- Nhialdiu Location in South Sudan
- Coordinates: 9°01′23″N 29°40′45″E﻿ / ﻿9.023144°N 29.679179°E
- Country: South Sudan
- Region: Greater Upper Nile
- State: Unity State
- County: Rubkona County

Population (2006 Estimate)
- • Total: 7,700
- Time zone: UTC+2 (CAT)

= Nhialdiu =

Nhialdiu (or Nhial Diu) is a large village in the Rubkona County of Unity State, in the Greater Upper Nile region of South Sudan. It is located about 40 km southwest of Bentiu.

Nhialdiu is in Leek Nuer country.

==Civil war==

The village is at a strategic junction of dirt roads.
Between June 1997 and November 1998 fighting between factions in the Nhialdiu area caused about 70% of the population to flee to Bentiu and Mankien.
In early 1998 villages around Nhialdiu were looted and destroyed. The health center in Nhialdiu was destroyed.
Between July and August 2000 during fighting between militias a large band of country between Nimne and Nhialdiu was depopulated and burned to the ground.
Many attacks were reported on villages around Nhialdiu in January–April 2002.

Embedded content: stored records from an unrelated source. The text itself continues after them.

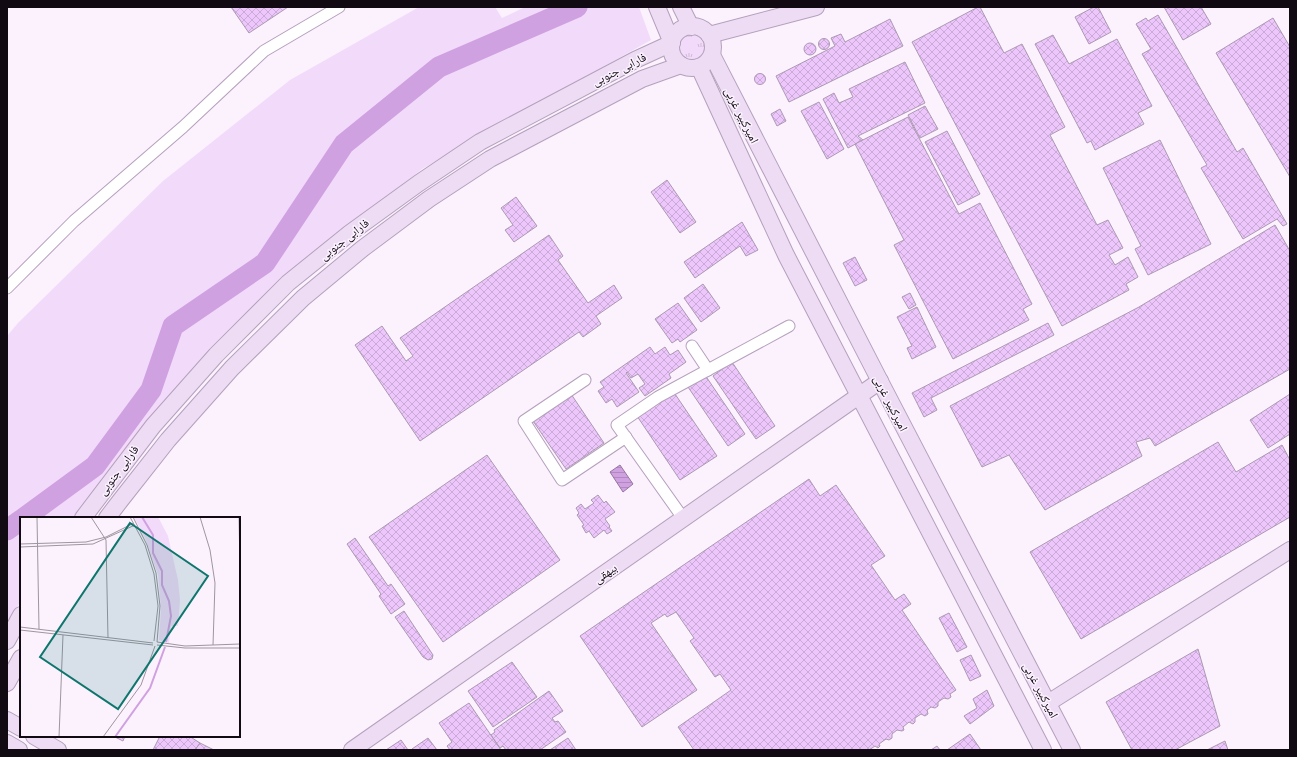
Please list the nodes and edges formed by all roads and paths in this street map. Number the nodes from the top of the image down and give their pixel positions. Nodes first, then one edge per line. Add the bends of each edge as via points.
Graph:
1 (339, 7) edge
2 (657, 7) edge
3 (681, 7) edge
4 (816, 7) edge
5 (691, 27) junction
6 (709, 36) junction
7 (672, 43) junction
8 (712, 55) junction
9 (681, 65) junction
10 (699, 67) junction
11 (7, 288) edge
12 (789, 326) dead end
13 (692, 346) dead end
14 (708, 370) junction
15 (585, 380) dead end
16 (880, 381) junction
17 (858, 395) junction
18 (626, 437) junction
19 (84, 517) edge
20 (108, 517) edge
21 (683, 518) junction
22 (1290, 550) edge
23 (20, 617) edge
24 (7, 641) edge
25 (20, 660) edge
26 (7, 683) edge
27 (1048, 703) junction
28 (7, 720) edge
29 (20, 727) edge
30 (36, 737) edge
31 (7, 743) edge
32 (19, 750) edge
33 (58, 750) edge
34 (352, 750) edge
35 (1043, 750) edge
36 (1072, 750) edge

1 - 11 street via 264,52 183,127 74,221
2 - 7 street
3 - 5 street
4 - 6 street
5 - 6 street via 704,31
5 - 7 street via 679,32
6 - 8 street via 713,48
7 - 9 street via 673,55
7 - 19 street, فارابی جنوبی via 480,142 350,233 288,284 216,355 153,426
8 - 10 street
8 - 16 street, امیرکبیر غربی
9 - 10 street
9 - 20 street, فارابی جنوبی via 642,79 490,159 429,199 362,249 303,298 232,368 168,440
10 - 17 street, امیرکبیر غربی via 786,255
12 - 14 street
13 - 14 street
14 - 18 street via 658,397 617,425
15 - 18 street via 524,421 562,480
16 - 17 street, بیهقی
16 - 27 street, امیرکبیر غربی
17 - 21 street, بیهقی
17 - 35 street, امیرکبیر غربی
18 - 21 street
21 - 34 street, بیهقی
22 - 27 street
23 - 24 street
25 - 26 street
27 - 36 street, امیرکبیر غربی
28 - 29 street
30 - 33 street
31 - 32 street

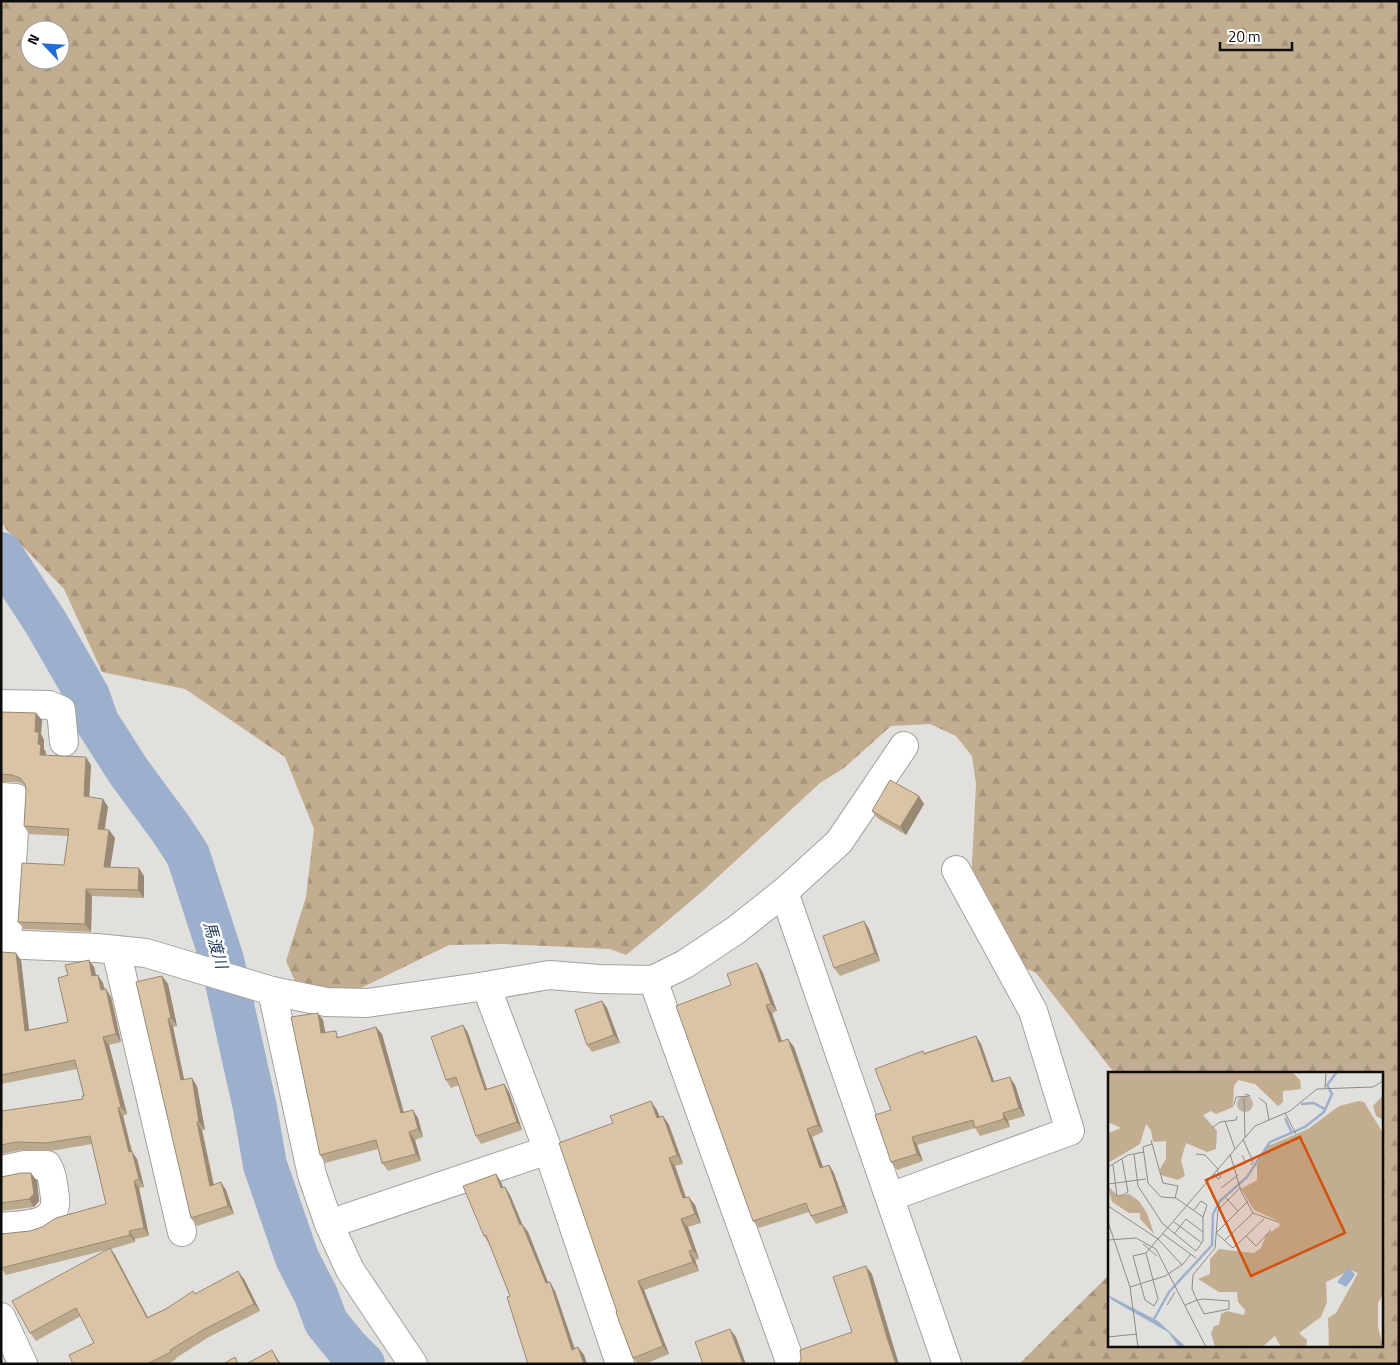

A study of Landsat data between 1999 and 2004 showed major shifts in land use that closely corresponded to reports of fighting in Block 5A. Between 1999 and 2002 most farming activity stopped in the bands that extended 10 km on each side of the newly built oil roads. Traditional farming areas were abandoned and there was a gradual drift of farming activity towards the south and west. By 2002 there was no sign of any farming activity around Nhialdiu, where a series of village attacks were reported for the last three years.

==Post war==

Sporadic security problems continued after the end of the civil war in January 2005.
On 23 March 2005 Leek Nuer raiders attacked cattle camps around Nhialdiu killing twenty people and taking 24,000 head of cattle.
6,000-10,000 civilians took refuge in Nhialdiu.
The Bul launched a counterattack on the Leek, causing more civilians to flee to Nhialdiu, Bentiu and Rubkona.
In January 2007 the vice-president of the Government of South Sudan visited the village.
That week there was small-scale spear fighting in Pakcur and Nhialdiu in which five people were wounded in revenge for a killing that had taken place three months before.
In August 2011 a public bus with 12 passengers hit landmines when travelling from Bentiu to Nhialdiu. Two people died and six were injured. The government suspected that a militia linked to Gai Yoach had planted the mines.

As of January 2010 the Primary Health Care Center at Nhialdiu was partially equipped, and was being staffed by qualified nurses. The center was short of supplies of vaccines and medicines.